Harvard hires for the Department of Ethnicity, Indigeneity, and Migration
“[Faculty of Arts and Sciences] unveils anti-racism agenda” (Harvard Gazette, August 20, 2020):
Calling on the FAS community to be “relentless, constructively critical, and action-oriented,” Gay said that she would: restart the search for four new senior faculty in ethnicity, indigeneity, and migration (EIM); establish a new visiting professorship in EIM; appoint an inaugural associate dean of diversity, inclusion and belonging; expand the Inequality in American postdoctoral fellows program; initiate a study of racial diversity among senior staff; and create a task force to examine the FAS visual culture.
What happens when you kick everyone off campus five months earlier?
“The calls for racial justice heard on our streets also echo on our campus, as we reckon with our individual and institutional shortcomings and with our faculty’s shared responsibility to bring truth to bear on the pernicious effects of structural inequality,” she said. “I am clear-eyed that the work of real change will be difficult, and for many it will be uncomfortable. Change is messy work. Institutional inertia will threaten to overwhelm even our best efforts. If we are to succeed, we must challenge a status quo that is comfortable and convenient for many.”

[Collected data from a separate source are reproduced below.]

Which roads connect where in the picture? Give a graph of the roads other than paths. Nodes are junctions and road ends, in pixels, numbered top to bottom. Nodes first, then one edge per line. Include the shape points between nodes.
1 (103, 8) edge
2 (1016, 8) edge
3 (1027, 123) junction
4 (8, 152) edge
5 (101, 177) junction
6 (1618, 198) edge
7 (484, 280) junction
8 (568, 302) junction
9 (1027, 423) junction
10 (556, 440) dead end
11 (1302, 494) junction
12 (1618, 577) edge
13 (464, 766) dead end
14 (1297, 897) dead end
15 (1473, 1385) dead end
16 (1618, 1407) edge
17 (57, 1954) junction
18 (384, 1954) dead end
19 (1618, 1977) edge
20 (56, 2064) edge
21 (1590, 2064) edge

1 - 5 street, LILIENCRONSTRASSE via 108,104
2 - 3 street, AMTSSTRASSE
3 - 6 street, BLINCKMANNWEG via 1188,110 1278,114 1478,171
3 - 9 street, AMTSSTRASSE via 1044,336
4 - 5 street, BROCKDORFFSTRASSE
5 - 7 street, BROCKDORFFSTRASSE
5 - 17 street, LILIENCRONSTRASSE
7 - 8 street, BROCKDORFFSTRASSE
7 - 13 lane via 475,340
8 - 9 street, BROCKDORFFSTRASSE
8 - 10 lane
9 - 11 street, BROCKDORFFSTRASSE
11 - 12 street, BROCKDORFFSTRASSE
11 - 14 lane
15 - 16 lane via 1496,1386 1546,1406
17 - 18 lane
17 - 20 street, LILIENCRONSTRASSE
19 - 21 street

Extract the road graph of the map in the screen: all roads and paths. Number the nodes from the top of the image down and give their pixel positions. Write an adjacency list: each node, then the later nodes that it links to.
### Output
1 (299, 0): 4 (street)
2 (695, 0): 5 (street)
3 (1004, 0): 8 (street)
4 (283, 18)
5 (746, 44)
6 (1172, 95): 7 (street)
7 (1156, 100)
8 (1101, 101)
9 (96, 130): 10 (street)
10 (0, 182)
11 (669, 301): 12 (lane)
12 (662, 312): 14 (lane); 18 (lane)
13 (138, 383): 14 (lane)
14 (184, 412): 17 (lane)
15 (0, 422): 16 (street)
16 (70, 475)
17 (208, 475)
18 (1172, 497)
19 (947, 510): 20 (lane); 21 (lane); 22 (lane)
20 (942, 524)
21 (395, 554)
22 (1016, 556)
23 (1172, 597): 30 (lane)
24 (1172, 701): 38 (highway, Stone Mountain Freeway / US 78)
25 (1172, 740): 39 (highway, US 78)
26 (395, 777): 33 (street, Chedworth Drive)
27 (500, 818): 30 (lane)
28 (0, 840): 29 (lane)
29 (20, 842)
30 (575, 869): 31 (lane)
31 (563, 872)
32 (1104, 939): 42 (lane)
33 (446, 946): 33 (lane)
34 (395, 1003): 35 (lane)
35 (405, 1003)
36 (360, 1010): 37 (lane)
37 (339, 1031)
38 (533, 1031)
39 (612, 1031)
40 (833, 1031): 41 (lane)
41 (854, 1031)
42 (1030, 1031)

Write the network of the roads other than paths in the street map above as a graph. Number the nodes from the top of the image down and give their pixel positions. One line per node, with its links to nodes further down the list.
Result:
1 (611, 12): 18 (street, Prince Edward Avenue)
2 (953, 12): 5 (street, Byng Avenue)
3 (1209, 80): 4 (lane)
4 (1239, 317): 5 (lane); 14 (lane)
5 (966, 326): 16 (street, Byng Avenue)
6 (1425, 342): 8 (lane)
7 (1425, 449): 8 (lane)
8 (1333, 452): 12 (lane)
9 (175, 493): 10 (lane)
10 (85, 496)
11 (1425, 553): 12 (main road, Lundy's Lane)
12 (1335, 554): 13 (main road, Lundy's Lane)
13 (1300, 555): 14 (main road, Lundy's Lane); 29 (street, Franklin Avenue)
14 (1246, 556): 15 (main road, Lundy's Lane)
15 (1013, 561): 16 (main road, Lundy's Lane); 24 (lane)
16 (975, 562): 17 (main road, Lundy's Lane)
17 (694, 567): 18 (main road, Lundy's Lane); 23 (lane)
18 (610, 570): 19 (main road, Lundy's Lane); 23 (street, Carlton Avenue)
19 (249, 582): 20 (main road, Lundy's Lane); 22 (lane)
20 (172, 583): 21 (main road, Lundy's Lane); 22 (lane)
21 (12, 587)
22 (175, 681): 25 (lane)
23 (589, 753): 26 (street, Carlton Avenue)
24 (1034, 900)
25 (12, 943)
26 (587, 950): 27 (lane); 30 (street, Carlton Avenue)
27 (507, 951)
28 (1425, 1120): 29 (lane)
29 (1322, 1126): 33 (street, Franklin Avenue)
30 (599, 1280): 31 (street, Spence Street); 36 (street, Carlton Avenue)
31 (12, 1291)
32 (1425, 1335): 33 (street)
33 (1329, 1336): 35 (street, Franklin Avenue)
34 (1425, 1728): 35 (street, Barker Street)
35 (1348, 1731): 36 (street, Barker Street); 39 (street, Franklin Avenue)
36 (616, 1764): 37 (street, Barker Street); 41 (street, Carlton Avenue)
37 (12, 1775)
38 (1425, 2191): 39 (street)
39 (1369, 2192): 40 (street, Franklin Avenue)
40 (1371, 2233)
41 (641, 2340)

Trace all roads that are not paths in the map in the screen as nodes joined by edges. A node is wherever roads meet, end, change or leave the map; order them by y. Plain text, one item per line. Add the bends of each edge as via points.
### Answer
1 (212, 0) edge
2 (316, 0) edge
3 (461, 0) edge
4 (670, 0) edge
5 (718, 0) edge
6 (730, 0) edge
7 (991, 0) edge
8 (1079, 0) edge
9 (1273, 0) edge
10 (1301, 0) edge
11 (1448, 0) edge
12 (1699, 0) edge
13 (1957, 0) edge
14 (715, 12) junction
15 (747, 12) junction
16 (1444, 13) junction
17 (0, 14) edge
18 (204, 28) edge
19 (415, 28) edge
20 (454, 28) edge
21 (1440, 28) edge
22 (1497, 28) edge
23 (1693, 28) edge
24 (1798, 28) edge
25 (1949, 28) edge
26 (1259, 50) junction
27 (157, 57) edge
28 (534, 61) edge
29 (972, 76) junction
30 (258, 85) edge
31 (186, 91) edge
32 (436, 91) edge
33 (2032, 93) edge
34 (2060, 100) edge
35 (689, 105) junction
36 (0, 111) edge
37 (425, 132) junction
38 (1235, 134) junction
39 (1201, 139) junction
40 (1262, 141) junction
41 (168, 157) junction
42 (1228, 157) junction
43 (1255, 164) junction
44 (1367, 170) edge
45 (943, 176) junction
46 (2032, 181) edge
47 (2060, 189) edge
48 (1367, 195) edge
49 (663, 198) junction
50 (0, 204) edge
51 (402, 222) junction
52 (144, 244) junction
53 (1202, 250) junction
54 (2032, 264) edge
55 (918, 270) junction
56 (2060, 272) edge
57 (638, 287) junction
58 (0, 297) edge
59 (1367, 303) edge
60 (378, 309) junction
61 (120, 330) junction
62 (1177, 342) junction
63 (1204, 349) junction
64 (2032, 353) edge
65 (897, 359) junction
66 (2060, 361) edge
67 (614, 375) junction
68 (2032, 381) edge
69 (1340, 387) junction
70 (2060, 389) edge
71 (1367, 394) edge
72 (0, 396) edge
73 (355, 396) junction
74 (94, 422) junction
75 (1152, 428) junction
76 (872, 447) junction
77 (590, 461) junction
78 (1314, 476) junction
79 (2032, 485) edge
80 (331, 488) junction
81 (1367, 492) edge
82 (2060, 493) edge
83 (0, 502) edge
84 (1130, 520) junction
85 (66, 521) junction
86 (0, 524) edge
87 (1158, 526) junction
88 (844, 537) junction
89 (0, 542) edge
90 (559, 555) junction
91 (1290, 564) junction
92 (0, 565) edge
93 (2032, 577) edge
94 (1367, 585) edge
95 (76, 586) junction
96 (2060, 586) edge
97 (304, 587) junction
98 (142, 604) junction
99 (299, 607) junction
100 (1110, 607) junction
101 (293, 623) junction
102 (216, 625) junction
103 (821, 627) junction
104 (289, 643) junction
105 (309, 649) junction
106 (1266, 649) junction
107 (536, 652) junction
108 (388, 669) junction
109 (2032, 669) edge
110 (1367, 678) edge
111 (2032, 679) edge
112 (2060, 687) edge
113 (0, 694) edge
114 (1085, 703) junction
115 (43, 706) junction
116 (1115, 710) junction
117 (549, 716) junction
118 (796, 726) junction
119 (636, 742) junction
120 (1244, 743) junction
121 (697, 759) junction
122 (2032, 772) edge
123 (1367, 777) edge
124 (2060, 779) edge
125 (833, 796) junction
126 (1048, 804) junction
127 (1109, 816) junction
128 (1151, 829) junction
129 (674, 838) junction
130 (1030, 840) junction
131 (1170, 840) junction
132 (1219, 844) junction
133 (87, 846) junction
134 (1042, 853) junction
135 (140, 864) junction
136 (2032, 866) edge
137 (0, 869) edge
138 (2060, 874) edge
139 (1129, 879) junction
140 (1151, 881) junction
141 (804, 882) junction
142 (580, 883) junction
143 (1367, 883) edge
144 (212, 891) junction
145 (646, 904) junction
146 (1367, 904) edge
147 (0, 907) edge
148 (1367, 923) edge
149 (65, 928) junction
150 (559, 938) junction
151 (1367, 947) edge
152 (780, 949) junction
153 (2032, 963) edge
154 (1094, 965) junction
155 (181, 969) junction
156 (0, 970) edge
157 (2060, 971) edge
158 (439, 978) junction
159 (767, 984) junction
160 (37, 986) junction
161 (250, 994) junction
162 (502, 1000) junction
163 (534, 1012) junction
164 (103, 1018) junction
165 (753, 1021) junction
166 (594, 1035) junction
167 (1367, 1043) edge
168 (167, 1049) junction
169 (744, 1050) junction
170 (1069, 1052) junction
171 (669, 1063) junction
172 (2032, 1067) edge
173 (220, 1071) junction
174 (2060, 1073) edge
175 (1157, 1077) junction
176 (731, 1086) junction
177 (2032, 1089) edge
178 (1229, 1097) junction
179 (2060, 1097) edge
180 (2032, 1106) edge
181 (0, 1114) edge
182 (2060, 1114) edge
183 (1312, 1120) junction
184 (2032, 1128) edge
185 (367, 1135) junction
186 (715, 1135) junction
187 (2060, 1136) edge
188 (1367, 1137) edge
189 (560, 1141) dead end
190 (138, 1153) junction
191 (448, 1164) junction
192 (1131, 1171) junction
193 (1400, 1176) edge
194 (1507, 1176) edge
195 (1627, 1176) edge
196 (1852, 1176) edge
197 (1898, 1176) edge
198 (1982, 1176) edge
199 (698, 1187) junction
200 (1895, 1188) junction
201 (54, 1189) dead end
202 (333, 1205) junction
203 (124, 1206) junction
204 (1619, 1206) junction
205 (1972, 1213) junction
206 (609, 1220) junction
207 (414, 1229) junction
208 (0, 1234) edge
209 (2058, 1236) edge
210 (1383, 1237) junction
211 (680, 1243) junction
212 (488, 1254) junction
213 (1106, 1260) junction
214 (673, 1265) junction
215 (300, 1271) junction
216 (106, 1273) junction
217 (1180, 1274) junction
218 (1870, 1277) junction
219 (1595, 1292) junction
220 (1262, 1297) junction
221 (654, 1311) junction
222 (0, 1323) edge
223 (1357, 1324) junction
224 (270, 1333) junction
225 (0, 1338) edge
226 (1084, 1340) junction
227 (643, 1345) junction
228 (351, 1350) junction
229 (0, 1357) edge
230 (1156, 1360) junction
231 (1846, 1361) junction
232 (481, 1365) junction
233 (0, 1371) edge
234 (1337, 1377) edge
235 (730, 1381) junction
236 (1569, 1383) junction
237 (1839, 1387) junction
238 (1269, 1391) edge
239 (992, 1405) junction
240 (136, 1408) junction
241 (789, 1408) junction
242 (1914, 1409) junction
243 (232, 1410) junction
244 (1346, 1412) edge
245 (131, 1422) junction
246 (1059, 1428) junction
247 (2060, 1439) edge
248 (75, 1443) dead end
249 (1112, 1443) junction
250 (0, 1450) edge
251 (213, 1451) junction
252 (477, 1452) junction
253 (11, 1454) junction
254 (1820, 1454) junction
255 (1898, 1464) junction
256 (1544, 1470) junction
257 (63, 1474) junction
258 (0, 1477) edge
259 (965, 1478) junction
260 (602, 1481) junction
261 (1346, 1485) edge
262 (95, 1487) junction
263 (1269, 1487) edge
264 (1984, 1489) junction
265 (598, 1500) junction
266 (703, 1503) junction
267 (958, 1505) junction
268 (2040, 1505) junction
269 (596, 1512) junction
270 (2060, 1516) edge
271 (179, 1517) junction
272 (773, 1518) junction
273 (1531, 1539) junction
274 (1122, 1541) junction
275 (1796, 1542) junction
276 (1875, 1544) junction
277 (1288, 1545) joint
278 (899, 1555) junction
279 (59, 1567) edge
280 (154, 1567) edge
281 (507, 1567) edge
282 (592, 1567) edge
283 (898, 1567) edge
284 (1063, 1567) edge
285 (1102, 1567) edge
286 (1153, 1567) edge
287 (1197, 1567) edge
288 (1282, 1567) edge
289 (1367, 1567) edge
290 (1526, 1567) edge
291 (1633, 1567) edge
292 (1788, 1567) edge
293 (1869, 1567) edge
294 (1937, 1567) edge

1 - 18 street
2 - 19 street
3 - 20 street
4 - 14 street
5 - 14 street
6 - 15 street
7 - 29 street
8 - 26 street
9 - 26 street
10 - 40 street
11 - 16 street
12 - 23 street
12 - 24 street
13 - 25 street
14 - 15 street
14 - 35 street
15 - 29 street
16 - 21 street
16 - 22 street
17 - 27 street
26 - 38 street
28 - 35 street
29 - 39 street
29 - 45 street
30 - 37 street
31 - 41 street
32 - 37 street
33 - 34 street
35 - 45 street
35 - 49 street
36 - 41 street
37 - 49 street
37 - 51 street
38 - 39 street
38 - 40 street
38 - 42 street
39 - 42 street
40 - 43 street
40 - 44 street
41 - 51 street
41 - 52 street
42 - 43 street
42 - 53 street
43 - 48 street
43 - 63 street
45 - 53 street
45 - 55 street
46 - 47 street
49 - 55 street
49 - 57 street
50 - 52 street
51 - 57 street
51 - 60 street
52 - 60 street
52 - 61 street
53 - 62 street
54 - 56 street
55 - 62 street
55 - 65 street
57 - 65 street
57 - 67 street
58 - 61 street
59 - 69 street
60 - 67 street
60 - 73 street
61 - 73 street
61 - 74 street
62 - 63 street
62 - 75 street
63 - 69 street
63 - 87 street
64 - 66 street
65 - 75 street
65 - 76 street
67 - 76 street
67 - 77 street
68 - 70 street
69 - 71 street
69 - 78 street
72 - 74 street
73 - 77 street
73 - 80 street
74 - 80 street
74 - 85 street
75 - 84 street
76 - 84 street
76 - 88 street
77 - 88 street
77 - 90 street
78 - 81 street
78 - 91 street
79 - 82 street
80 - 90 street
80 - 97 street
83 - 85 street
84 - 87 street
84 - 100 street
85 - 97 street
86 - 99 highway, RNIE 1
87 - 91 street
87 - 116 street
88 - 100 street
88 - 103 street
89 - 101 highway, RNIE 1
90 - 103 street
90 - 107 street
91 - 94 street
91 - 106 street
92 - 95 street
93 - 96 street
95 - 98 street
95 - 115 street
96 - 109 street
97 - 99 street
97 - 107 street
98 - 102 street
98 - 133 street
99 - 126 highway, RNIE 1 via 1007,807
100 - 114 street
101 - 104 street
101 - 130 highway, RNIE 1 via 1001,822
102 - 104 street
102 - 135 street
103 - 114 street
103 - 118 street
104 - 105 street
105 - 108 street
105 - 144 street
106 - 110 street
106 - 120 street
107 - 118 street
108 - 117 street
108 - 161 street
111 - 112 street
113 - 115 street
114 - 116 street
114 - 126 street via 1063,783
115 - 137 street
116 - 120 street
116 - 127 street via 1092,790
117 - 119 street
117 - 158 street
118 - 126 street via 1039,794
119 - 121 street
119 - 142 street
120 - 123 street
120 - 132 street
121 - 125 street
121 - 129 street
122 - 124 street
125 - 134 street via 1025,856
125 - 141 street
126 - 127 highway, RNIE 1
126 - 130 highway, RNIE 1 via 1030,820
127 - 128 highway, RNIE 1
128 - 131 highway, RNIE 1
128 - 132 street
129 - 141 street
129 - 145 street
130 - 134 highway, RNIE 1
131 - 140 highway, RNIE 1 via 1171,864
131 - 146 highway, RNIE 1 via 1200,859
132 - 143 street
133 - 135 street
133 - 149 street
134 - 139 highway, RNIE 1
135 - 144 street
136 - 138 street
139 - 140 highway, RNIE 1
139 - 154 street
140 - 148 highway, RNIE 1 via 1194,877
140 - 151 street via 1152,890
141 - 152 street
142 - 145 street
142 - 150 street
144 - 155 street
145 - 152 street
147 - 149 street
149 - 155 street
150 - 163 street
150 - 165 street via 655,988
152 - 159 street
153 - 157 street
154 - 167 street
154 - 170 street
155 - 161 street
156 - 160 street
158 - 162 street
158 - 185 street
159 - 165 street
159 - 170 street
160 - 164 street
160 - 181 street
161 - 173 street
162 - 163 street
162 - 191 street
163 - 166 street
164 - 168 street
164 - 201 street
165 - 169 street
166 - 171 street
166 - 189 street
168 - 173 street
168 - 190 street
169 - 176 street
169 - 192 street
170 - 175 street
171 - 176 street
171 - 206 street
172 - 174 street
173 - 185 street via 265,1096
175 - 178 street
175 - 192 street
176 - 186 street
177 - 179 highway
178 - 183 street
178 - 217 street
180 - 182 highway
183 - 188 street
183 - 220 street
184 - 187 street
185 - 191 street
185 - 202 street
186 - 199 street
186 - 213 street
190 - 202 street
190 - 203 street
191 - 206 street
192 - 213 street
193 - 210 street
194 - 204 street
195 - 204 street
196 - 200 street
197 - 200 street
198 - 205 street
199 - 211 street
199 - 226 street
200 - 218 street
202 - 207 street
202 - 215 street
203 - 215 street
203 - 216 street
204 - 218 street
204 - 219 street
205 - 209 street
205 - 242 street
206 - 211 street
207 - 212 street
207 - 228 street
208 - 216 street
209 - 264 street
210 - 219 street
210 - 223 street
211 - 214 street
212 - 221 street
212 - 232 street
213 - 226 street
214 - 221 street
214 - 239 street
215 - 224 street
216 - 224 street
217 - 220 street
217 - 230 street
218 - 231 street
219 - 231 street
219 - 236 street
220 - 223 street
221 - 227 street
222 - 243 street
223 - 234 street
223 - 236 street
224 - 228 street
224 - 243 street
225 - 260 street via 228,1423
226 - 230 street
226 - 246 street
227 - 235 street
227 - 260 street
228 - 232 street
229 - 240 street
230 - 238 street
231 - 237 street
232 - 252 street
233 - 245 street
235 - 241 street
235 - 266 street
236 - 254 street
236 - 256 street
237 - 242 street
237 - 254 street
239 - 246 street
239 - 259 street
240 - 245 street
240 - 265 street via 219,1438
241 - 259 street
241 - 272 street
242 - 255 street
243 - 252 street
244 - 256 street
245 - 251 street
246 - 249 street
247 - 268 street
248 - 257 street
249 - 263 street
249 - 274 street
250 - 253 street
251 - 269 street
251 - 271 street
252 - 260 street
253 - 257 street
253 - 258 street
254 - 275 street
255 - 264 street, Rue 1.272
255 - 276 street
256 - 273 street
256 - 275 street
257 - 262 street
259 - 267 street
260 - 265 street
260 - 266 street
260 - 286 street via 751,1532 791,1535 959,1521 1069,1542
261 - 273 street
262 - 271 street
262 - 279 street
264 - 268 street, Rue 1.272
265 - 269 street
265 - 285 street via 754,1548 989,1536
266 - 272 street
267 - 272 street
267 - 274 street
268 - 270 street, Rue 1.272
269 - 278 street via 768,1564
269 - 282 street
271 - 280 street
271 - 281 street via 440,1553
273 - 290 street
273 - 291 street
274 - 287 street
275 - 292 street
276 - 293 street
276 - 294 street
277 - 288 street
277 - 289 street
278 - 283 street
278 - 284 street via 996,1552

A lot of echoes in those empty buildings! The mostly-empty campus will have some new signs:
Finally, Gay outlined the charge for her new Task Force for Visual Culture and Signage. Led by Dean of Arts and Humanities Robin Kelsey, the group will be comprised of faculty, students, and staff, and will pursue a comprehensive study of FAS’s visual culture and articulate guidelines for evolving imagery across campus.
What if the new professors of Indigeneity suggest giving the campus back to the rightful owners of the real estate, i.e., perhaps the Wampanoags or the Massachusetts (the tribe, not to be confused with the current Commonwealth of Maskachusetts)? Will Harvard dip into its $40+ billion (thanks, Donald Trump!) endowment to pay rent on the Native American-owned campus?
Related:
- Not everyone at Harvard got the memo regarding the benefits to natives of migration. From a Harvard economics professor: “Yes, Immigration Hurts American Workers”
- also from Harvard’s econ nerds, “Effects of Immigration on African-American Employment and Incarceration” (NBER): For white men, an immigration boost of 10 percent caused their employment rate to fall just 0.7 percentage points; for black men, it fell 2.4 percentage points. That same immigration rise was also correlated with a rise in incarceration rates. For white men, a 10 percent rise in immigration appeared to cause a 0.1 percentage point increase in the incarceration rate for white men. But for black men, it meant a nearly 1 percentage-point rise.